Por todo o exposto, após a realização dos actos de instrução que considere relevantes, deve o Mm.º Juiz de Instrução apreciar as razões (de facto e de direito) de discordância dos arguidos …, … e “…, Lda.” relativamente à acusação deduzida pelo Ministério Público, proferindo a final decisão instrutória de pronúncia ou não pronúncia.
III. Dispositivo:
Posto o que precede, os Juízes que compõem a Secção Criminal da Relação de Coimbra concedem provimento ao recurso e, em consequência, revogam a decisão recorrida e determinam que o Mm.º Juiz de Instrução, tendo e conta o objecto do requerimento de instrução e após a realização das diligências instrutórias que tiver por adequadas e relevantes, profira a final decisão instrutória de pronúncia ou não pronúncia.






[i] Cfr. Jorge Lopes de Sousa e Manuel Simas Santos, Regime Geral das Infracções Tributárias, Anotado, 2008, pág. 399 a 405.
[ii] Neste sentido, cfr., v.g., o Acórdão da Relação do Porto de 01-02-2006, proc. 0515213, in www.dgsi.pt, e Jorge Lopes de Sousa e Manuel Simas Santos, idem, e, com diferenças de pormenor, Alfredo José de Sousa, Infracções Fiscais não Aduaneiras, 3.ª edição - anotada e actualizada -, 1998, pág. 218; António Augusto Tolda Pinto e Jorge Manuel Almeida dos Reis Bravo, Regime Geral das Infracções Tributárias, Coimbra Editora 2002, pág. 173; e João Ricardo Catarino e Nuno Victorino, Regime Geral das Infracções Tributárias (Lei n.º 15/2001, de 5 de Junho), 2.ª edição, 2004, anotação ao artigo 47.º.
[iii] Cfr. Jorge Lopes de Sousa e Manuel Simas Santos, ibidem, pág. 406.
[iv] Cfr. Professor Manuel de Andrade, Noções Elementares de Processo Civil, Coimbra Editora 1976, pág. 308.
[v] Cfr. José Lebre de Freitas, Código de Processo Civil Anotado, volume 2.º, Coimbra Editora 2001, pág. 683.
[vi] Cfr. António Braz Teixeira, Princípios de Direito Fiscal, volume 1, 3.ª Edição, Almedina 1989, pág. 131, e Diogo Leite Campos e Mónica Horta Neves Leite de Campos, Direito Tributário, 2.ª Edição, Almedina 2003, pág. 435.
[vii] Manual de Direito Fiscal, 3.ª Edição, Coimbra 2007, pág. 262.

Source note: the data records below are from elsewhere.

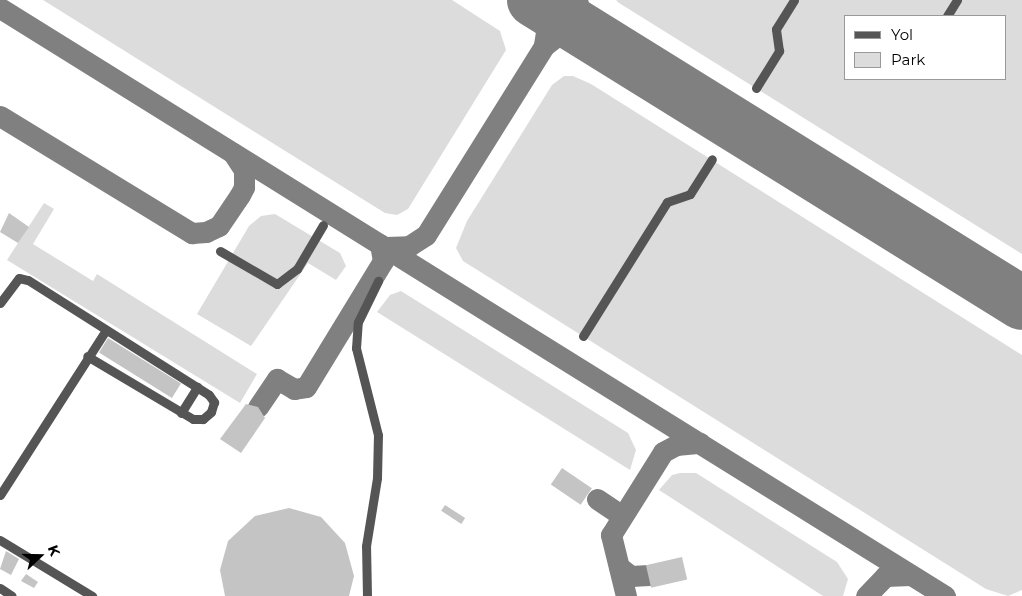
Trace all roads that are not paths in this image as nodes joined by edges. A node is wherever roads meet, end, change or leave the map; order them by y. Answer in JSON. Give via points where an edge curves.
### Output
{"nodes":[{"id":1,"x":794,"y":0,"type":"edge"},
{"id":2,"x":957,"y":0,"type":"edge"},
{"id":3,"x":948,"y":15,"type":"edge"},
{"id":4,"x":756,"y":88,"type":"dead end"},
{"id":5,"x":712,"y":159,"type":"dead end"},
{"id":6,"x":323,"y":225,"type":"dead end"},
{"id":7,"x":220,"y":251,"type":"dead end"},
{"id":8,"x":378,"y":281,"type":"dead end"},
{"id":9,"x":0,"y":303,"type":"edge"},
{"id":10,"x":106,"y":330,"type":"junction"},
{"id":11,"x":583,"y":336,"type":"dead end"},
{"id":12,"x":87,"y":356,"type":"junction"},
{"id":13,"x":197,"y":387,"type":"junction"},
{"id":14,"x":181,"y":413,"type":"junction"},
{"id":15,"x":0,"y":495,"type":"edge"},
{"id":16,"x":0,"y":540,"type":"edge"},
{"id":17,"x":0,"y":588,"type":"edge"},
{"id":18,"x":12,"y":596,"type":"edge"},
{"id":19,"x":92,"y":596,"type":"edge"},
{"id":20,"x":367,"y":596,"type":"edge"}],
"edges":[{"from":1,"to":4,"type":"lane","via":[[776,29],[779,51]]},
{"from":2,"to":3,"type":"lane"},
{"from":5,"to":11,"type":"lane","via":[[690,194],[667,202]]},
{"from":6,"to":7,"type":"lane","via":[[297,269],[277,284]]},
{"from":8,"to":20,"type":"lane","via":[[358,322],[356,348],[378,435],[377,478],[366,546]]},
{"from":9,"to":10,"type":"lane","via":[[19,278],[28,280]]},
{"from":10,"to":12,"type":"lane"},
{"from":10,"to":13,"type":"lane"},
{"from":12,"to":14,"type":"lane"},
{"from":12,"to":15,"type":"lane","via":[[40,437]]},
{"from":13,"to":14,"type":"lane"},
{"from":13,"to":14,"type":"lane","via":[[214,402],[211,412],[204,419]]},
{"from":16,"to":19,"type":"lane"},
{"from":17,"to":18,"type":"lane"}]}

[viii] O crime de fraude fiscal é um crime que apela à existência de um evento material. A norma incriminadora não se limita a considerar puníveis as condutas que visem a obtenção de vantagens patrimoniais susceptíveis de causarem diminuição das receitas tributárias. Impõe que esse desiderato seja perseguido por um dos comportamentos constantes das três alíneas do n.º 2 do artigo 23.º do RJIFNA e do n.º 1 do artigo 103.º do RGIT: a ocultação de factos ou valores ou a celebração de negócios jurídicos simulados.
[ix] Cfr. Nuno Pombo, A fraude fiscal, A Norma Incriminadora, a Simulação e outras Reflexões, Almedina, pág. 175.
[x] Cfr. Jorge Lopes de Sousa, Manuel Simas Santos, ob. cit., pág. 402. Versando caso que com o presente apresenta alguma similitude, veja-se ainda Jorge dos Reis Bravo, Prescrição e Suspensão do Processo Penal Fiscal, Algumas Reflexões, Jorge dos Reis Bravo, in Revista Portuguesa de Ciência Criminal, ano 9, fasc. 4.º, Outubro-Dezembro 1999, pág. 640 e ss.